Danach sollte eine abschließende Entscheidung über den Sorgerechtsantrag der
Beigeladenen getroffen werden. Im März 1997 übertrug das Familiengericht das
Sorgerecht im Einverständnis mit dem Kläger auf die Beigeladene. Die beiden
Töchter verblieben endgültig im Haushalt der Beigeladenen.
Mit Bescheid vom 11. April 1997 hob der Beklagte und Revisionskläger (das
Arbeitsamt -Familienkasse-) die Kindergeldfestsetzung gegenüber dem Kläger gemäß
§ 70 Abs. 2 des Einkommensteuergesetzes (EStG) mit Wirkung ab Oktober 1996 bzw.
November 1996 wegen des Haushaltswechsels auf und forderte das nach dem
Zeitpunkt der Aufhebung gezahlte Kindergeld zurück. Der Einspruch gegen den
Aufhebungs- und Rückforderungsbescheid blieb erfolglos.

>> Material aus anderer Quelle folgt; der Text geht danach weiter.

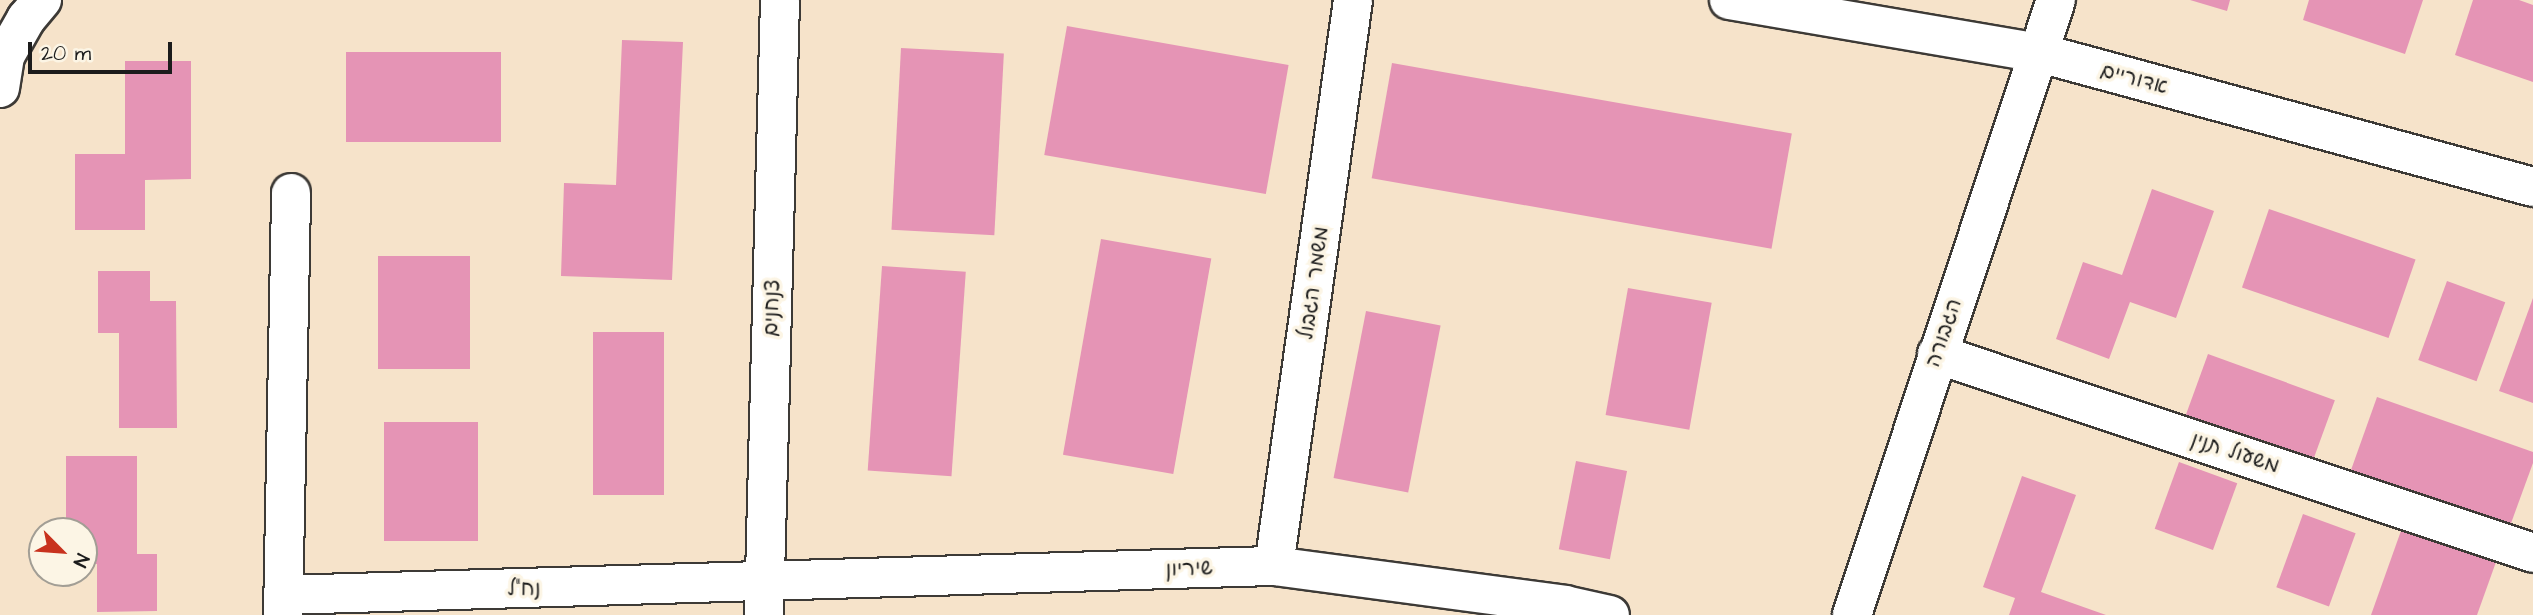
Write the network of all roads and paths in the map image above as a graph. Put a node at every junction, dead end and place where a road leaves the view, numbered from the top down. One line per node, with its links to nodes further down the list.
1 (42, 0): 7 (street)
2 (780, 0): 13 (street, צנחנים)
3 (1353, 0): 12 (street, משמר הגבול)
4 (1729, 0): 6 (street, אדוריים)
5 (2056, 0): 6 (street, הגבורה)
6 (2040, 53): 8 (street, אדוריים); 10 (street, הגבורה)
7 (0, 88)
8 (2533, 187)
9 (291, 193): 14 (street, נח"ל)
10 (1937, 354): 11 (street, משעול תנין); 16 (street, הגבורה)
11 (2533, 553)
12 (1274, 566): 13 (street, שיריון); 15 (street, שיריון)
13 (764, 599): 14 (street, נח"ל)
14 (283, 605)
15 (1610, 615)
16 (1852, 615)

Das Finanzgericht (FG) gab der dagegen gerichteten Klage mit den in
Entscheidungen der Finanzgerichte (EFG) 1999, 181 abgedruckten
Entscheidungsgründen statt, nachdem es die Kindesmutter gemäß § 60 Abs. 3 der
Finanzgerichtsordnung (FGO) zu dem Rechtsstreit beigeladen hatte. Denn die
Kinder seien auch nach dem vorläufigen Wechsel zur Beigeladenen zunächst weiter
in den Haushalt des Klägers aufgenommen gewesen, so dass diesem gemäß § 64
Abs. 2 Satz 1 EStG das Kindergeld bis zu dem endgültigen Umzug zugestanden habe.

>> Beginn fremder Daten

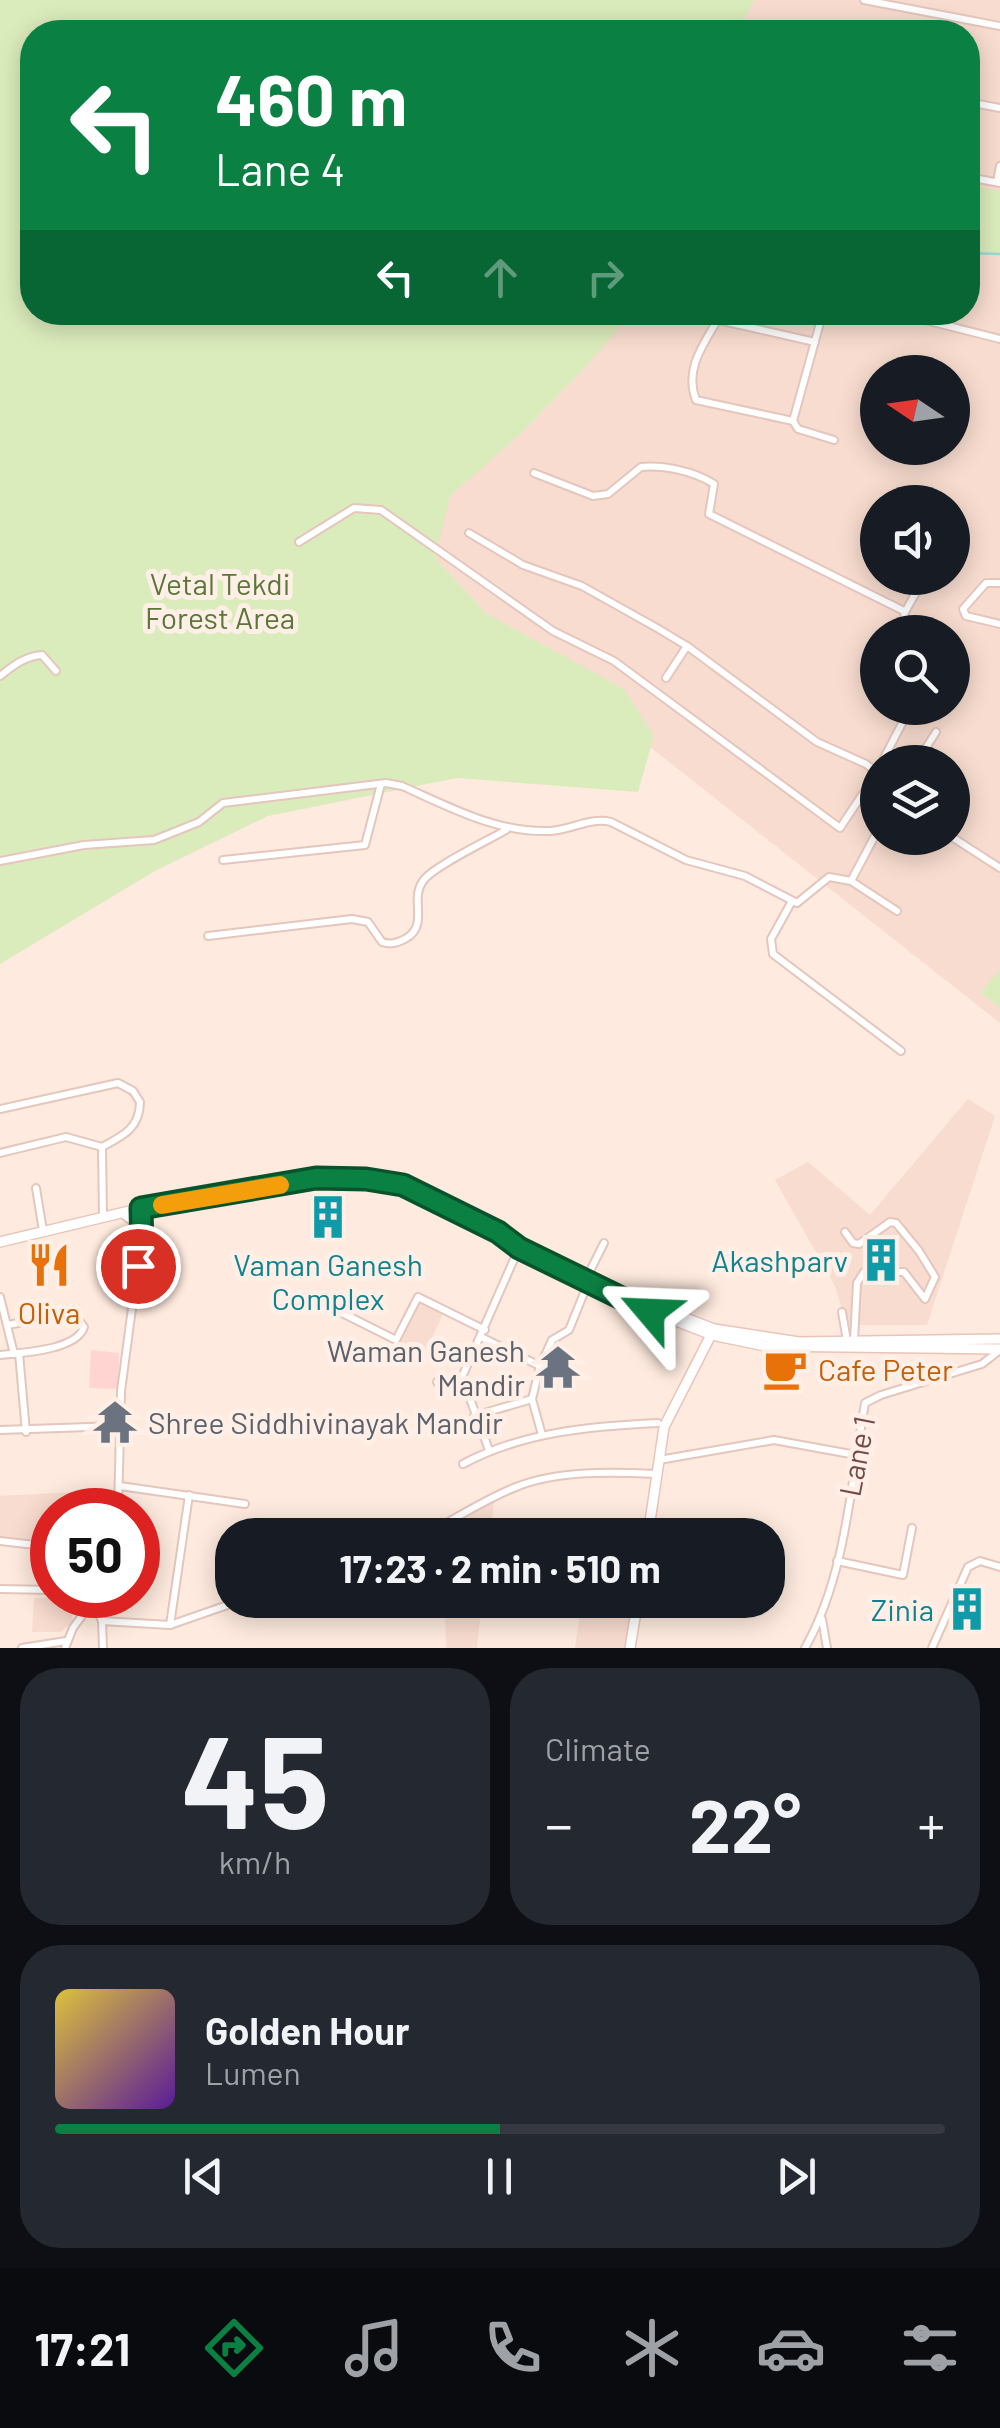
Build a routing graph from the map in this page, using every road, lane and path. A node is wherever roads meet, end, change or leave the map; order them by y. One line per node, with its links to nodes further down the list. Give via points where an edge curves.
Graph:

Eine Haushaltsaufnahme im Sinne dieser Vorschrift bestehe fort, wenn das Kind
nur vorübergehend anderweitig untergebracht sei. Eine solche vorübergehende
Unterbringung liege auch dann vor, wenn Kinder geschiedener Eheleute im Haushalt
des einen Elternteils lebten und zu einem späteren Zeitpunkt probeweise zu dem
anderen Elternteil zögen. Im Streitfall habe bis zur Entscheidung des
Familiengerichts im März 1997 nicht endgültig festgestanden, ob die beiden
Töchter nur zeitweise nicht mehr im Haushalt des Klägers lebten.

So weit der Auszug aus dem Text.